[DATA LISTING]

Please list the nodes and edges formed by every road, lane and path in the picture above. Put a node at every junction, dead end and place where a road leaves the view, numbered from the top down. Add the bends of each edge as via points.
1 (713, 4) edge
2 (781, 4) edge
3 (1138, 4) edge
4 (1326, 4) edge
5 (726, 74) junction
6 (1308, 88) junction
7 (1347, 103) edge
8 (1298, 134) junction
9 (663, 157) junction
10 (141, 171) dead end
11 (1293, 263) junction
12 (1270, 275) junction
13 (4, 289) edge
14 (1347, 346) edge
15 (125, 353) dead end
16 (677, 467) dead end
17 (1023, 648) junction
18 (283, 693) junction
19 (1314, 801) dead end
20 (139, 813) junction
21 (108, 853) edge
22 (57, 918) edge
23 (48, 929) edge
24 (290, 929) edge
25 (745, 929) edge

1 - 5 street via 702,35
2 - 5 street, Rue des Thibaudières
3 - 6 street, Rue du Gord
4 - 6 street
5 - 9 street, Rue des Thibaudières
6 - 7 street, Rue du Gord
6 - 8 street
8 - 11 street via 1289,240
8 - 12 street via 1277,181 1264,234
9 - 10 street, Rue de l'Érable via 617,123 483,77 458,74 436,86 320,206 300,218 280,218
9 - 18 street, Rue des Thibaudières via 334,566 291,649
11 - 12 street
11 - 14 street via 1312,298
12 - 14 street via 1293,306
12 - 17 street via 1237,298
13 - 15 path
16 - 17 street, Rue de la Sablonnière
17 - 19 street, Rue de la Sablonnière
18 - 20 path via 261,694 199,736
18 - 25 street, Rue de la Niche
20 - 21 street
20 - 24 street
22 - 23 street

[/DATA LISTING]

All of the data must be returned exactly.

Please list the nodes and edges formed by every road, lane and path in the picture above. Put a node at every junction, dead end and place where a road leaves the view, numbered from the top down. Add the bends of each edge as via points.
1 (713, 4) edge
2 (781, 4) edge
3 (1138, 4) edge
4 (1326, 4) edge
5 (726, 74) junction
6 (1308, 88) junction
7 (1347, 103) edge
8 (1298, 134) junction
9 (663, 157) junction
10 (141, 171) dead end
11 (1293, 263) junction
12 (1270, 275) junction
13 (4, 289) edge
14 (1347, 346) edge
15 (125, 353) dead end
16 (677, 467) dead end
17 (1023, 648) junction
18 (283, 693) junction
19 (1314, 801) dead end
20 (139, 813) junction
21 (108, 853) edge
22 (57, 918) edge
23 (48, 929) edge
24 (290, 929) edge
25 (745, 929) edge

1 - 5 street via 702,35
2 - 5 street, Rue des Thibaudières
3 - 6 street, Rue du Gord
4 - 6 street
5 - 9 street, Rue des Thibaudières
6 - 7 street, Rue du Gord
6 - 8 street
8 - 11 street via 1289,240
8 - 12 street via 1277,181 1264,234
9 - 10 street, Rue de l'Érable via 617,123 483,77 458,74 436,86 320,206 300,218 280,218
9 - 18 street, Rue des Thibaudières via 334,566 291,649
11 - 12 street
11 - 14 street via 1312,298
12 - 14 street via 1293,306
12 - 17 street via 1237,298
13 - 15 path
16 - 17 street, Rue de la Sablonnière
17 - 19 street, Rue de la Sablonnière
18 - 20 path via 261,694 199,736
18 - 25 street, Rue de la Niche
20 - 21 street
20 - 24 street
22 - 23 street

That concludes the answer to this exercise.